Una vez hayamos creado nuestro malware ya podemos pasar a iniciar “Evilgrade”, y configurar el ataque a través del módulo “ccleaner” como se expone a continuación:

Una vez hayamos configurado todas las variables del módulo “ccleaner”, entre la que destaca el malware creado (“update.exe”) para poder obtener la shell meterpreter inversa, ya podemos lanzarlo mediante el comando “start”:

Como podemos observar, Evilgrade ha levantado un servidor web a la espera de conexiones de “ccleaner”. Cuando “ccleaner” intente actualizarse, se conectará a nuestro servidor atacante montado por Evilgrade, y descargará la actualización falsa para instalarla. En el momento que auto-ejecute la supuesta “actualización”, obtendremos una “shell meterpreter” de la máquina víctima.

Configurando Metasploit

El siguiente paso es iniciar metasploit y poner a la escucha el puerto 6000 para recibir la shell meterpreter inversa de la máquina víctima, como bien habíamos especificado en los parámetros de msfvenom para la creación del malware “update.exe”.
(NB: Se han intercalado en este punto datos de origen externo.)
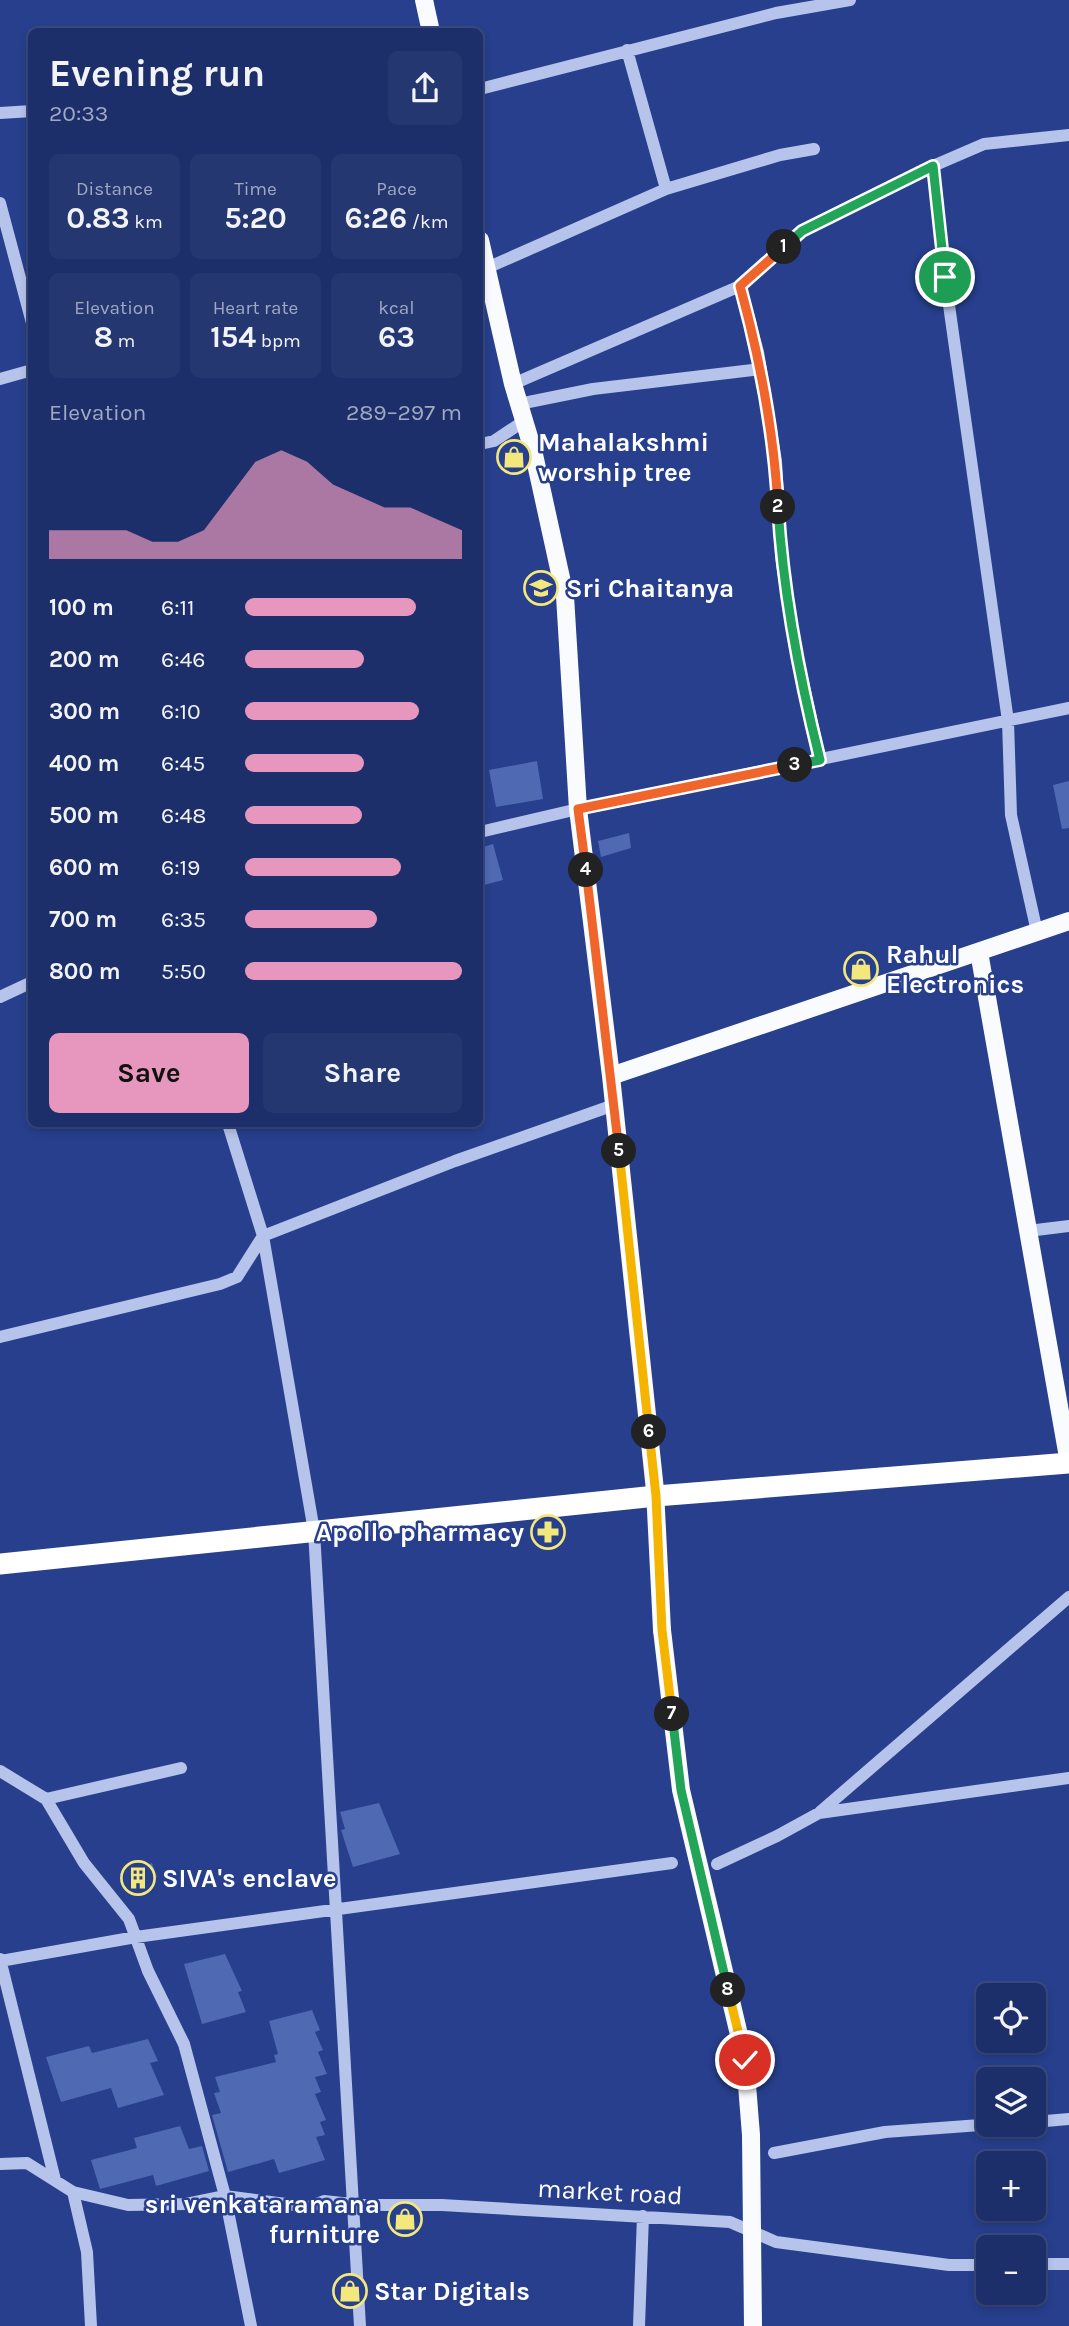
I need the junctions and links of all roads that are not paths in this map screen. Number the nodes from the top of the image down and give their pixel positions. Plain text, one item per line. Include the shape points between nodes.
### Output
1 (424, 0) edge
2 (850, 0) edge
3 (430, 28) edge
4 (627, 50) junction
5 (483, 88) edge
6 (28, 111) edge
7 (0, 113) edge
8 (1069, 135) edge
9 (814, 149) dead end
10 (933, 166) junction
11 (666, 190) junction
12 (0, 203) edge
13 (483, 271) edge
14 (740, 286) junction
15 (28, 308) edge
16 (761, 369) junction
17 (28, 371) edge
18 (0, 379) edge
19 (513, 384) junction
20 (522, 413) junction
21 (483, 443) edge
22 (1069, 708) edge
23 (1008, 721) junction
24 (820, 760) junction
25 (578, 809) junction
26 (483, 831) edge
27 (1069, 921) edge
28 (1037, 932) junction
29 (979, 951) junction
30 (28, 984) edge
31 (0, 997) edge
32 (611, 1076) junction
33 (614, 1105) junction
34 (229, 1127) edge
35 (1069, 1226) edge
36 (1028, 1231) junction
37 (262, 1236) junction
38 (0, 1336) edge
39 (1069, 1463) edge
40 (656, 1496) junction
41 (314, 1531) junction
42 (0, 1564) edge
43 (1069, 1597) edge
44 (181, 1768) dead end
45 (0, 1771) edge
46 (1069, 1778) edge
47 (46, 1799) junction
48 (819, 1813) junction
49 (672, 1864) dead end
50 (717, 1864) dead end
51 (336, 1909) junction
52 (136, 1937) junction
53 (0, 1960) edge
54 (1069, 2119) edge
55 (1046, 2121) edge
56 (976, 2125) edge
57 (774, 2153) dead end
58 (0, 2164) edge
59 (55, 2180) junction
60 (73, 2192) junction
61 (225, 2196) junction
62 (353, 2203) junction
63 (643, 2216) junction
64 (1046, 2264) edge
65 (1069, 2264) edge
66 (976, 2265) edge
67 (91, 2326) edge
68 (251, 2326) edge
69 (360, 2326) edge
70 (639, 2326) edge
71 (753, 2326) edge

1 - 3 main road
2 - 4 street via 776,13
4 - 5 street
4 - 11 street
6 - 7 street
8 - 10 street via 984,144
9 - 11 street
10 - 14 street via 802,231
10 - 23 street
11 - 13 street
12 - 15 street
13 - 19 main road
14 - 16 street
14 - 19 street
16 - 20 street via 593,389
16 - 24 street via 776,461 781,556 793,642
17 - 18 street
19 - 20 main road
20 - 21 street via 494,441
20 - 25 main road via 565,596
22 - 23 street
23 - 24 street
23 - 28 street via 1011,815
24 - 25 street
25 - 26 street
25 - 32 main road
27 - 28 main road
28 - 29 main road
29 - 32 main road
29 - 36 main road
30 - 31 street
32 - 33 main road
33 - 37 street
33 - 40 main road
34 - 37 street
35 - 36 street
36 - 39 main road
37 - 38 street via 237,1277 220,1284
37 - 41 street
39 - 40 highway
40 - 41 highway
40 - 71 main road, bridge via 662,1630 681,1790 745,2060 751,2135
41 - 42 highway
41 - 51 street
43 - 48 street
44 - 47 street
45 - 47 street
46 - 48 street
47 - 52 street via 84,1863 130,1919
48 - 50 street
49 - 51 street
51 - 52 street
51 - 62 street
52 - 53 street
52 - 61 street via 184,2044
53 - 59 street
54 - 55 street
56 - 57 street via 885,2132
58 - 59 street via 27,2163
59 - 60 street
60 - 61 street, market road via 128,2205 186,2204
60 - 67 street via 87,2252
61 - 62 street, market road via 309,2207 324,2201
61 - 68 street
62 - 63 street, market road
62 - 69 street
63 - 66 street, market road via 730,2222 776,2242
63 - 70 street
64 - 65 street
*Configurando escucha para recibir la sesión «reverse meterpreter» de la víctima.*

Llegados a este punto, ya tenemos todo el escenario preparado para recibir la sesión meterpreter de la máquina víctima. Por último debemos lanzar el ataque de “DNS Spoofing” contra nuestro objetivo.

Fase de ejecución e intrusión en la máquina víctima

Con todo el escenario preparado, únicamente nos queda lanzar el ataque de “DNS Spoofing” contra la máquina que queremos infectar. Vamos a proceder a ello mediante el empleo de “Ettercap”, previa configuración como ya vimos en el post anterior de “Conociendo un ataque de DNS Spoofing + Phishing”.

Una vez realizado el ataque de “DNS Spoofing”, ya sólo queda esperar a que la víctima haga uso de “ccleaner” y el propio software intente actualizarse, o la misma víctima quiera descargarse una actualización desde *.piriform.com, *.ccleaner.com o *.ccleanercloud.com, que son las tres direcciones que hemos tenido que incluir en el archivo “etter.dns”, para que al ser visitadas sean redireccionadas al servidor atacante.

Actualizando «Ccleaner».

Una vez la víctima, o el propio software de manera automática, haya intentado buscar una actualización, ésta será “spoofeada” a nuestro servidor que “Evilgrade” ha creado para simular la correcta actualización de “ccleaner”, infectando así la máquina víctima. A continuación podemos ver cómo la máquina víctima es redirigida al servidor trampa de “Evilgrade” alojado en nuestra máquina atacante.

*La víctima es redirigida al servidor atacante.*

Una vez la víctima se conecta al servidor malicioso creado por “Evilgrade”, se instala el “Update” malicioso de “ccleaner”, y al auto-ejecutarse se abre el nuevo “ccleaner” como si la actualización hubiera sido un éxito. Mientras en segundo plano se ejecuta nuestro malware, devolviéndonos de esta manera la “reverse shell meterpreter” de la máquina víctima.

*Obtención de la sesión meterpreter de la máquina víctima.*

Aquí ya podemos ver cómo hemos conseguido una sesión “meterpreter” de la máquina víctima, y a continuación se muestra información básica de la misma a través del comando “sysinfo”.